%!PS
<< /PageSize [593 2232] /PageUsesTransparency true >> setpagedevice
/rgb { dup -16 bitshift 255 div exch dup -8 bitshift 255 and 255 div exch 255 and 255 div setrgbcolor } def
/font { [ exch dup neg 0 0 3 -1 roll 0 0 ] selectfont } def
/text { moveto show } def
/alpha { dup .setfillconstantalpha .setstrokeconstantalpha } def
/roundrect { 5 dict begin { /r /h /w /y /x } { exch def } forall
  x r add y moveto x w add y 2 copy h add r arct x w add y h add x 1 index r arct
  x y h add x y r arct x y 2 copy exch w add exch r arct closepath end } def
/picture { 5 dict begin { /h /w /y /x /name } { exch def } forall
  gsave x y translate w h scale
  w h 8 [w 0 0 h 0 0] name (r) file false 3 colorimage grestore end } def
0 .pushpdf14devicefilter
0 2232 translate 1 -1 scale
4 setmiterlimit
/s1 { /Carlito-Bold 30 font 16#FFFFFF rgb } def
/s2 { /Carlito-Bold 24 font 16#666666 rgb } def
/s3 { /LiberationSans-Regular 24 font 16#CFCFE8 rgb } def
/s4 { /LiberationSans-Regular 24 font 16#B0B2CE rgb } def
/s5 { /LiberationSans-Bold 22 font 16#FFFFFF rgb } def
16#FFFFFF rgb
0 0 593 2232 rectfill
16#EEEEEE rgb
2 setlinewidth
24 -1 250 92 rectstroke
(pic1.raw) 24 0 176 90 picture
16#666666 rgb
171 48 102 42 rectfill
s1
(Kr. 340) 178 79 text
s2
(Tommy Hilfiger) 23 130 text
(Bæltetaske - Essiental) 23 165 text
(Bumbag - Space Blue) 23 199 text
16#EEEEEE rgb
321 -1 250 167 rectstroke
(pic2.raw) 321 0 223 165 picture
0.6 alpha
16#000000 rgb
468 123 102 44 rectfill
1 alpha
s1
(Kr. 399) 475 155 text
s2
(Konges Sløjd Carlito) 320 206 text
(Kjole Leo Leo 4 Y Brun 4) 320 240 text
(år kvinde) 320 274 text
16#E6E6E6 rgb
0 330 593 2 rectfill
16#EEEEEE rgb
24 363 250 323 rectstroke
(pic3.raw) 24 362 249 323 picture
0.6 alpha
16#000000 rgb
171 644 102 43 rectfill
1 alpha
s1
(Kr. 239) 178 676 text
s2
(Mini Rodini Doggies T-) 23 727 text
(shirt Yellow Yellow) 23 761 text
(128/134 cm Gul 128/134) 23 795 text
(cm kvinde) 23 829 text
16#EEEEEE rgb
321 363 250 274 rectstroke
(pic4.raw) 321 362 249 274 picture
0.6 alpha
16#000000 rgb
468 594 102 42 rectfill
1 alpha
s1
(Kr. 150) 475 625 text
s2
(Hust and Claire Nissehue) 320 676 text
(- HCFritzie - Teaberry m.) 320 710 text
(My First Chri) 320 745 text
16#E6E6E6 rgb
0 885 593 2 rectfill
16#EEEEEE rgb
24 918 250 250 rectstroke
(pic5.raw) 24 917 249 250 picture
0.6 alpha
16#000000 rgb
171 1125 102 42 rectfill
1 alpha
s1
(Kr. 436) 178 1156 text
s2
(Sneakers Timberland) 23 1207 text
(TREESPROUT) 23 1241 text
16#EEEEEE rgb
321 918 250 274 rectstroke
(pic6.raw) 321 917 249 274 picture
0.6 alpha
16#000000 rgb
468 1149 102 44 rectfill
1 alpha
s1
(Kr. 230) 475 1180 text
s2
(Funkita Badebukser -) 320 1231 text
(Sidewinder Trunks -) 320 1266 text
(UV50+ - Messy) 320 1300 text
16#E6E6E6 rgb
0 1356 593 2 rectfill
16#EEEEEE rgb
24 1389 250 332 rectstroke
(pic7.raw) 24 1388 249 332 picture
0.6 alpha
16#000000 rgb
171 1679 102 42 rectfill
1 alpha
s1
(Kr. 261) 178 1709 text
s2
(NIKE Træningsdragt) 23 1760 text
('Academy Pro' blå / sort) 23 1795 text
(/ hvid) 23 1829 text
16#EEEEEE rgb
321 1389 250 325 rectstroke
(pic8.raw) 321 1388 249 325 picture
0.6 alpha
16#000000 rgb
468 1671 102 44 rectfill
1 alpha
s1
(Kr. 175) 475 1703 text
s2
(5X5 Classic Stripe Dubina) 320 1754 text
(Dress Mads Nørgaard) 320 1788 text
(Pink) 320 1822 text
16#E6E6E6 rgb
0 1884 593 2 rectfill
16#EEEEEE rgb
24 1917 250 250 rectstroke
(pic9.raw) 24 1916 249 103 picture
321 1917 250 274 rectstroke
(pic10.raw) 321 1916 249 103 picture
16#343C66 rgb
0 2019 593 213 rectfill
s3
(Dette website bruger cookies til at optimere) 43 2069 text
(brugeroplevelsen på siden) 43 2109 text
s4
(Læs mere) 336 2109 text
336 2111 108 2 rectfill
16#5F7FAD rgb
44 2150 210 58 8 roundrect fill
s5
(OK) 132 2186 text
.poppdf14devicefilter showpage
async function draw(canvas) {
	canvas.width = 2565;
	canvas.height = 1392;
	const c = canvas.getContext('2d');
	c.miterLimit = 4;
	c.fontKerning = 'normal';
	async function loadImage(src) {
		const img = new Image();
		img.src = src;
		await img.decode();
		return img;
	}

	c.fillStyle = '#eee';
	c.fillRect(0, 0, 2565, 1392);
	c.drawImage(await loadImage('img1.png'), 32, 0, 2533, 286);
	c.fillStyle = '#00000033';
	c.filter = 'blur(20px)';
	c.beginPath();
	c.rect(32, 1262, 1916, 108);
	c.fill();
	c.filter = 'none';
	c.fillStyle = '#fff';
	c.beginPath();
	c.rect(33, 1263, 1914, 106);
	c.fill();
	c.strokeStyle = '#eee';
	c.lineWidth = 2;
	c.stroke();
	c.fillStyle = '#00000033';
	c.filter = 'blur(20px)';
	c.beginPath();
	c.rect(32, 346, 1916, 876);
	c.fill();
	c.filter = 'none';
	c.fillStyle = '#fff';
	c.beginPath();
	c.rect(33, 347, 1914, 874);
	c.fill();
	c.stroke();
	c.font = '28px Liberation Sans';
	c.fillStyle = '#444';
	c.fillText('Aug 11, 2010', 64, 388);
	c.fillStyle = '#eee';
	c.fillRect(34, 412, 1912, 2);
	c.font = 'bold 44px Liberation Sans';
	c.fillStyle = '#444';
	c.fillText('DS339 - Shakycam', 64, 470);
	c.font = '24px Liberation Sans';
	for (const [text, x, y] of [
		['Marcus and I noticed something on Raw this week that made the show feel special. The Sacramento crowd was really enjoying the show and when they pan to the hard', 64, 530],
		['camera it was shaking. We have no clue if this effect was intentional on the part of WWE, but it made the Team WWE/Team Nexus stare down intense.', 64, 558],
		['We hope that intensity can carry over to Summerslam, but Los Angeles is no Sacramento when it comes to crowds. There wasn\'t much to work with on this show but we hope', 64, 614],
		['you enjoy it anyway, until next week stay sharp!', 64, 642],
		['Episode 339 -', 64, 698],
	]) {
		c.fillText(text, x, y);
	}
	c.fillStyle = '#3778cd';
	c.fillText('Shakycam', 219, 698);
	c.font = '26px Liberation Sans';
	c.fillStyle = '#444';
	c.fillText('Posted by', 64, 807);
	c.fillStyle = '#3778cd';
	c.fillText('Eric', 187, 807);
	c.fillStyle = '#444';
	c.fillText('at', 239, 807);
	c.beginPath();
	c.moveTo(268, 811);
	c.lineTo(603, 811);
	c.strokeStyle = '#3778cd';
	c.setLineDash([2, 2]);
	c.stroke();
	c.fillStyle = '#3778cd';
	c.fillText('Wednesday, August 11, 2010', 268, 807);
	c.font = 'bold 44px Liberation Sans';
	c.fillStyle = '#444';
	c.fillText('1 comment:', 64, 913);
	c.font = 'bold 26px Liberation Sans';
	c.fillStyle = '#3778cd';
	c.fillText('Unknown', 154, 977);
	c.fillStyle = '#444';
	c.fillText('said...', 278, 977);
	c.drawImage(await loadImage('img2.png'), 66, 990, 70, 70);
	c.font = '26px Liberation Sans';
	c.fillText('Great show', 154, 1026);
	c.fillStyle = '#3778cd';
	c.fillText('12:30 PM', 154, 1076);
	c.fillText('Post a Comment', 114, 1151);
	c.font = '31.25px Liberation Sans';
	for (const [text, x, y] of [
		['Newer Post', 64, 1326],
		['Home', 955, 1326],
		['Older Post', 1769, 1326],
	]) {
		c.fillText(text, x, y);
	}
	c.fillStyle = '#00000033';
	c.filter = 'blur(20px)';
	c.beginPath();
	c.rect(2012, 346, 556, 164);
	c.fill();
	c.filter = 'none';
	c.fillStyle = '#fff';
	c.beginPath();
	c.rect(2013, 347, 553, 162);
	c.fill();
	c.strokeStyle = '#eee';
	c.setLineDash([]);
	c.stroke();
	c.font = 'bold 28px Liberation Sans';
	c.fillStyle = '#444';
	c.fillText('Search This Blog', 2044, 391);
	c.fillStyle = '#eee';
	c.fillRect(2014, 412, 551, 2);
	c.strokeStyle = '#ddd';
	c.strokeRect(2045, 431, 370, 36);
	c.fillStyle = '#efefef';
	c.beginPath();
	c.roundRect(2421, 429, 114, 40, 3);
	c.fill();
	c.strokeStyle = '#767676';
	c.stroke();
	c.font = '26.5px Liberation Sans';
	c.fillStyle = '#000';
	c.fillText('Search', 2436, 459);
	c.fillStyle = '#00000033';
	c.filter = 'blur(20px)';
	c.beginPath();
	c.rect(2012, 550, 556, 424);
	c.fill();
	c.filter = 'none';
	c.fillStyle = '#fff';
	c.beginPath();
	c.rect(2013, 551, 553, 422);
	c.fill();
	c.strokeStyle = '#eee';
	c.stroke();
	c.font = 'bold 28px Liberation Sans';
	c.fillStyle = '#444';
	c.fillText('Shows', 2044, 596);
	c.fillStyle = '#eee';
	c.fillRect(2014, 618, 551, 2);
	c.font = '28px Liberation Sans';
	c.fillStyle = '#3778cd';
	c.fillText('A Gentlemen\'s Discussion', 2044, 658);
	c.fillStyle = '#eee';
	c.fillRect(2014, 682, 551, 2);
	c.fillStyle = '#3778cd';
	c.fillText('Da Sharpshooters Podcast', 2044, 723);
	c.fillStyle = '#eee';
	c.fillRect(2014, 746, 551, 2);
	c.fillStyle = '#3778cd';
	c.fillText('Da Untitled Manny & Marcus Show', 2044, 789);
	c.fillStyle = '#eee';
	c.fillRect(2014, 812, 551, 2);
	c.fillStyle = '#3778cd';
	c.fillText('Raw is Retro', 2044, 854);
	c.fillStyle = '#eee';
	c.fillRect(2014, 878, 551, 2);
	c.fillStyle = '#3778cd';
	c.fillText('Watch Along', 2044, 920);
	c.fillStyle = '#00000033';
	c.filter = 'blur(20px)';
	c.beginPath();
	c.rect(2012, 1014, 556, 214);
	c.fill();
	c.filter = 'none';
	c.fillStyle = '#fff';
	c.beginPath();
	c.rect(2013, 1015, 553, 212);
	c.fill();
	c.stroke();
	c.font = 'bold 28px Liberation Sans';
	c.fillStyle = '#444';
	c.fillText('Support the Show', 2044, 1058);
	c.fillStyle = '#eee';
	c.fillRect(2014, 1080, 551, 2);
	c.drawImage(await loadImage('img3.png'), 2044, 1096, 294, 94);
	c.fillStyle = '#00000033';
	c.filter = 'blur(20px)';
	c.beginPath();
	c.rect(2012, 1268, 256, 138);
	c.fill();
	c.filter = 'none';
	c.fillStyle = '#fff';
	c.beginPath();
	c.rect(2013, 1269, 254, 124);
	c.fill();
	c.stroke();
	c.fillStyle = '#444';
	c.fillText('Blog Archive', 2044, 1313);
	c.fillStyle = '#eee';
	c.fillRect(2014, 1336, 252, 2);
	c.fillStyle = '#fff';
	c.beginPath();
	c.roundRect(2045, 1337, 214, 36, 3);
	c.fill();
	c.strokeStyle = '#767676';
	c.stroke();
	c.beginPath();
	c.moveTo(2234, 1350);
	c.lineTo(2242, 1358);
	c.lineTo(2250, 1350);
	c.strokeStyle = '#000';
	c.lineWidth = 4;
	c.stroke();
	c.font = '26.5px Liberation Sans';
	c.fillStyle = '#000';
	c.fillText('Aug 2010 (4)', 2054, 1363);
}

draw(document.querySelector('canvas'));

========================================================================

▶ _To do_: Quote verbatim the opening lines of the listing above, ending with the line where "x y h add x" appears; include both endpoints and nothing more.

▶ _Output for this task_:
%!PS
<< /PageSize [593 2232] /PageUsesTransparency true >> setpagedevice
/rgb { dup -16 bitshift 255 div exch dup -8 bitshift 255 and 255 div exch 255 and 255 div setrgbcolor } def
/font { [ exch dup neg 0 0 3 -1 roll 0 0 ] selectfont } def
/text { moveto show } def
/alpha { dup .setfillconstantalpha .setstrokeconstantalpha } def
/roundrect { 5 dict begin { /r /h /w /y /x } { exch def } forall
  x r add y moveto x w add y 2 copy h add r arct x w add y h add x 1 index r arct
  x y h add x y r arct x y 2 copy exch w add exch r arct closepath end } def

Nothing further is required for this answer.